Facing the escalating trade dispute with the US and the marked slowdown in credit growth, China has been under pressure to use fiscal policy more aggressively to support the economy. The government has so far resisted the urge to ramp up fiscal spending – possibly wanting to hold on to the option to combat further economic challenges in 2019.

 

Instead of increasing fiscal spending the Chinese government has focused on reducing reserve requirements for banks and providing inducements to Chinese consumers to increase spending.

 

In our view, reserve requirements cuts are unlikely to change the trajectory of either credit or economic growth in the near term. The government still remains committed to its financial de-risking campaign, and while there have been noises about scaling it back, there is little sign of it happening.

 

China needs increased spending to spur its economy forward and if it is not going to come from the government, it has to come from the consumer. And this is where it seems the Chinese government is focusing its near terms economic policy.

 

A sharp rise in consumer and household debt is what drove China’s economic growth in recent years. The build-up in household debt has been quite rapid, and in some coastal areas of China debt levels are now quite high. Consequently, compelling Chinese consumers to borrow more does not appear to be a viable policy option. For this reason the Chinese government has instead opted for tax cuts.

 

In September, China implemented its first income tax cut in seven years. Moreover, the implementation date of the tax cut was brought forward to 1 October from 1 January.
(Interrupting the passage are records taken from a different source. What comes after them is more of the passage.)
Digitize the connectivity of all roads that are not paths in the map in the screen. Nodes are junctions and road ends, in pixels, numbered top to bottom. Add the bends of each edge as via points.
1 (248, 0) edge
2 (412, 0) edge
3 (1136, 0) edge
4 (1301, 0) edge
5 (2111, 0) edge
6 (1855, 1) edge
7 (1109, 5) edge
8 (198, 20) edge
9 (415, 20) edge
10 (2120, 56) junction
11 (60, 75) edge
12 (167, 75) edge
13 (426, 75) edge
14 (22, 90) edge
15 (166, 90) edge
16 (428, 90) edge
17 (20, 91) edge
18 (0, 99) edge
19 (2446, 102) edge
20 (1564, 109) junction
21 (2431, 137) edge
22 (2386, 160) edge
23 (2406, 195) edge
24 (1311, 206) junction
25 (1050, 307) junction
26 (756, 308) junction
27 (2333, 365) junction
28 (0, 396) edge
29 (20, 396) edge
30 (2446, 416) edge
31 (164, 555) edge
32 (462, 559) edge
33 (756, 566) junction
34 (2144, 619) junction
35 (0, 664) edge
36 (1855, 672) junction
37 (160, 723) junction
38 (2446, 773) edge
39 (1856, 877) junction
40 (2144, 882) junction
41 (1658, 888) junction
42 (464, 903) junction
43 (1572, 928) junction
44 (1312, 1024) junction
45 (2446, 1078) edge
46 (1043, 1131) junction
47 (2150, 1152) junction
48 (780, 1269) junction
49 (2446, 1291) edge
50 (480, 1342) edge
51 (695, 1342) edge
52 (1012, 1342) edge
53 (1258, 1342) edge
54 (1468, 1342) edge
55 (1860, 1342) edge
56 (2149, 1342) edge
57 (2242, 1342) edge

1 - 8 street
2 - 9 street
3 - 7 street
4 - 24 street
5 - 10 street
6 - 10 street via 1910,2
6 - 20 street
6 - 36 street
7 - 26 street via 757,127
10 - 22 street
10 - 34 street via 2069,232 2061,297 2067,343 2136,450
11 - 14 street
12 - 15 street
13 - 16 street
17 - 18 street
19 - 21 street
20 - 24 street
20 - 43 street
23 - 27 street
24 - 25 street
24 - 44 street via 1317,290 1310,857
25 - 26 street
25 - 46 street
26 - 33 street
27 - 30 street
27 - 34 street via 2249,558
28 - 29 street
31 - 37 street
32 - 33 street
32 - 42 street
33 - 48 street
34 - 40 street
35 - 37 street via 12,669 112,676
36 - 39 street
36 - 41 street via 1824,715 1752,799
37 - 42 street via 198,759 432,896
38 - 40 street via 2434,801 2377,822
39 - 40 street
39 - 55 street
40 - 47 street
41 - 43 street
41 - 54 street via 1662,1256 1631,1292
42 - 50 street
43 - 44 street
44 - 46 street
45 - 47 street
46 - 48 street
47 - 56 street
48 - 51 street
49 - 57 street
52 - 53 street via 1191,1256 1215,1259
The major change in the new tax regime is an increase in the threshold for paying tax to Chinese yuan 60,000 in annual compensation, from Chinese yuan 42,000 – individuals will not pay tax on their first Chinese yuan 60,000 of income. This change delivers a tax cut at all levels of income.

 

Further cuts apply for the first four of China’s seven income-tax brackets. The benefits of the tax cuts are highest for those with monthly incomes of Chinese yuan 10,000 to 50,000, with the cuts representing approximately 6 per cent of their income.

 

In total, these changes, according to the Ministry of Finance, will reduce revenue from the personal income tax by about Chinese yuan 320 billion – equivalent to roughly 1 per cent of annual household income. Also according to the Ministry of Finance, the share of the population paying income tax will fall 44 per cent to 15 per cent as a result of the changes to the income tax law.

 

More recently, the Chinese government has introduced plans to let households deduct major expenses such as housing and education from their income taxes. An estimated 80 per cent of households stand to benefit from the change and the tax burden on lower and middle class households is expected to be reduced by as much as 25 to 30 per cent

 

There has also has been news that China is considering a tax cut to revive its flagging automotive market.

 

There is little reason to doubt that the Chinese government will do more to support growth as and when it becomes necessary. For now, however, it may be time to go bottom fishing in beaten down Chinese consumer plays.

 

 

 

This post should not be considered as investment advice or a recommendation to purchase any particular security, strategy or investment product. References to specific securities and issuers are not intended to be, and should not be interpreted as, recommendations to purchase or sell such securities. Information contained herein has been obtained from sources believed to be reliable, but not guaranteed.